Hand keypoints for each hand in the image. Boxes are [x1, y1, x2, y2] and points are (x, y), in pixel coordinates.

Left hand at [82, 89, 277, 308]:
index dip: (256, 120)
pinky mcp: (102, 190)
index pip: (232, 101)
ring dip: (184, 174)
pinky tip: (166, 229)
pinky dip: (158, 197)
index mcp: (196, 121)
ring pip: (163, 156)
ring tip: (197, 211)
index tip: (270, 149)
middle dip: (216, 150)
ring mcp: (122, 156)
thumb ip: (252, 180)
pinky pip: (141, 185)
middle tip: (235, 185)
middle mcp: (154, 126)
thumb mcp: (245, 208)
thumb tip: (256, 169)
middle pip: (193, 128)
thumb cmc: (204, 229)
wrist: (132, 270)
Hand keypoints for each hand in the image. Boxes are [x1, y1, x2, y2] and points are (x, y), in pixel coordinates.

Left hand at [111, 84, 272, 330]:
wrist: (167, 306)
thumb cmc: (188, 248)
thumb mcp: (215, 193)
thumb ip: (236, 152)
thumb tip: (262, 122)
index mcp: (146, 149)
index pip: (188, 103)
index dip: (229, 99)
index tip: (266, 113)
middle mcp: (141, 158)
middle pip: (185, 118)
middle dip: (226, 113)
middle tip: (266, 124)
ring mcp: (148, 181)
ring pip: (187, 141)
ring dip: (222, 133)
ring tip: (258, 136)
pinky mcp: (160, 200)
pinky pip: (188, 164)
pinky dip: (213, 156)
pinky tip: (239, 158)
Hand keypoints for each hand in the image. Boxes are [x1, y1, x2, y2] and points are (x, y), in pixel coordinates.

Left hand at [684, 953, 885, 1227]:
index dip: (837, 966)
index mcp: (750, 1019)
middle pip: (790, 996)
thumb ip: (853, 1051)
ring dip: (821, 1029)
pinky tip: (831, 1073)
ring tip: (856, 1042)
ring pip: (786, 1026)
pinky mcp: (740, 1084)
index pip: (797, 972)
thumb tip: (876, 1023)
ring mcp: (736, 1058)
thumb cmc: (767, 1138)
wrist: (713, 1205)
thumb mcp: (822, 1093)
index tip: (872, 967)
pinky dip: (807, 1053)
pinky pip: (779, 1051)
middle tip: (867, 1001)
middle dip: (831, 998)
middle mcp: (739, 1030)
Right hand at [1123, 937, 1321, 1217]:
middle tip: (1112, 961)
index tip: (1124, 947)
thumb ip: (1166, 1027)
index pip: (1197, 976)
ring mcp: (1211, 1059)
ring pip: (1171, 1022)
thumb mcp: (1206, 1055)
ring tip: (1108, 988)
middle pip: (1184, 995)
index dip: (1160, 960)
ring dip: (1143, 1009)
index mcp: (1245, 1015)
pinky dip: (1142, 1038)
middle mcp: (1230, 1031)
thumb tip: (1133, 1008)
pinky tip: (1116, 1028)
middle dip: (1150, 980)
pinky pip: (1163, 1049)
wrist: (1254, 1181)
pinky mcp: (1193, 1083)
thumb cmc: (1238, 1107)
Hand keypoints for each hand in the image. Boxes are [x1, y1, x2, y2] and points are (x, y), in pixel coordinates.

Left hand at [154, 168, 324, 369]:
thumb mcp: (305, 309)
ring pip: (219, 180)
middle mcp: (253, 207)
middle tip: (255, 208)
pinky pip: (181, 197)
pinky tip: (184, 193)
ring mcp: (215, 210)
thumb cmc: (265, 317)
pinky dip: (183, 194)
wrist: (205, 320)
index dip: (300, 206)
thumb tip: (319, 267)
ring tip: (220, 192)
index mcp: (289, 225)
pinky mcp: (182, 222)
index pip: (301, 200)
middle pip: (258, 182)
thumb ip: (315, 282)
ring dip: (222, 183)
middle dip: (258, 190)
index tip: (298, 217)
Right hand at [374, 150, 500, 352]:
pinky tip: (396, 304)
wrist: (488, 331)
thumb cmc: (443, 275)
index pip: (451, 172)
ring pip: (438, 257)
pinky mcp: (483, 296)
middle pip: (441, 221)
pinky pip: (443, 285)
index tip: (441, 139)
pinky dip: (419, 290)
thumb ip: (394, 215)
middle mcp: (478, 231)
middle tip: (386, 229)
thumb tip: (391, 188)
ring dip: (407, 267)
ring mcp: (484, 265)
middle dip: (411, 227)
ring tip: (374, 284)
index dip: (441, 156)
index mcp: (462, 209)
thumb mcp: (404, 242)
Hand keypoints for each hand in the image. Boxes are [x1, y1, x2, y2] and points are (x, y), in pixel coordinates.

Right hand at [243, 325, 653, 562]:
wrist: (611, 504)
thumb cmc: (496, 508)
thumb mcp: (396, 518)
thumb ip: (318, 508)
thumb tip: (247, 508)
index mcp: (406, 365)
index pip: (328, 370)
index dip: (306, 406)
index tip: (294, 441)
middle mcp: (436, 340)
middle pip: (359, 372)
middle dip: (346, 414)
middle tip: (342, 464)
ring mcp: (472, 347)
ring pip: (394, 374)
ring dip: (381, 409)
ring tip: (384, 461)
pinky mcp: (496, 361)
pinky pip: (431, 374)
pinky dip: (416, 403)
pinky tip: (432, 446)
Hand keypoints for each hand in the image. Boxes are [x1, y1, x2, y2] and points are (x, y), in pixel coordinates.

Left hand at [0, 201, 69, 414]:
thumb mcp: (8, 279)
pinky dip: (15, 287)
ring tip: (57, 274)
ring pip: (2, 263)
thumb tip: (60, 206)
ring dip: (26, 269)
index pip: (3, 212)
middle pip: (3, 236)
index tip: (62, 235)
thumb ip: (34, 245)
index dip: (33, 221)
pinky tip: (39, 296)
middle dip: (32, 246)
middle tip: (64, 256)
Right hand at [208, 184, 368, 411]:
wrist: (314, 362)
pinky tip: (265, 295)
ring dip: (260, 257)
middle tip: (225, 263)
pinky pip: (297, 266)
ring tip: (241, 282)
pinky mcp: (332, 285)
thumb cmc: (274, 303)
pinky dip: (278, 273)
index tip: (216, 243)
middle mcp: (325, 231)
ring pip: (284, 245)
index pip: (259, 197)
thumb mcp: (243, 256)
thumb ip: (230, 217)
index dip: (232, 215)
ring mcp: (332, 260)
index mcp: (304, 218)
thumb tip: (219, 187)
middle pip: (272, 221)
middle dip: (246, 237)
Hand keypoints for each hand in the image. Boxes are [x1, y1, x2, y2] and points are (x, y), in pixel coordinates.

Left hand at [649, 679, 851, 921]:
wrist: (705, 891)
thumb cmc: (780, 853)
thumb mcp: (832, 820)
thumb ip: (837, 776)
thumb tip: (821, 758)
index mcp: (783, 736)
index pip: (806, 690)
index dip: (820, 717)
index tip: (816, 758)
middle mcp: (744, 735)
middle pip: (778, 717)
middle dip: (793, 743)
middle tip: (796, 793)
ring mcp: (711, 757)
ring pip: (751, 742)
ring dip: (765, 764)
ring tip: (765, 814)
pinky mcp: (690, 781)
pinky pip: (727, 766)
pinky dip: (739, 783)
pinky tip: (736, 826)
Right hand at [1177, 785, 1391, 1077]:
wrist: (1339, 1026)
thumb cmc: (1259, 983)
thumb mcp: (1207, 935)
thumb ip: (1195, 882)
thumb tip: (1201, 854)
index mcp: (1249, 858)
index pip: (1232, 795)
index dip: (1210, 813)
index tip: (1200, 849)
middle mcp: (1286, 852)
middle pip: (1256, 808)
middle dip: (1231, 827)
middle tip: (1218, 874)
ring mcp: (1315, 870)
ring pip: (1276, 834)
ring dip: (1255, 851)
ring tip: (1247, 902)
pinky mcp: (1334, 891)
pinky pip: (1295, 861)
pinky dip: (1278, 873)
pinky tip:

---+---

The task
Transcribe the opening lines of the listing exactly, please. Stop after the line that contains "index mcp: (196, 121)".

Solved exercise
Hand keypoints for each hand in the image. Boxes are [x1, y1, x2, y2] and points are (x, y), in pixel coordinates.

Left hand at [82, 89, 277, 308]:
index dip: (256, 120)
pinky mcp: (102, 190)
index pip: (232, 101)
ring dip: (184, 174)
pinky tip: (166, 229)
pinky dip: (158, 197)
index mcp: (196, 121)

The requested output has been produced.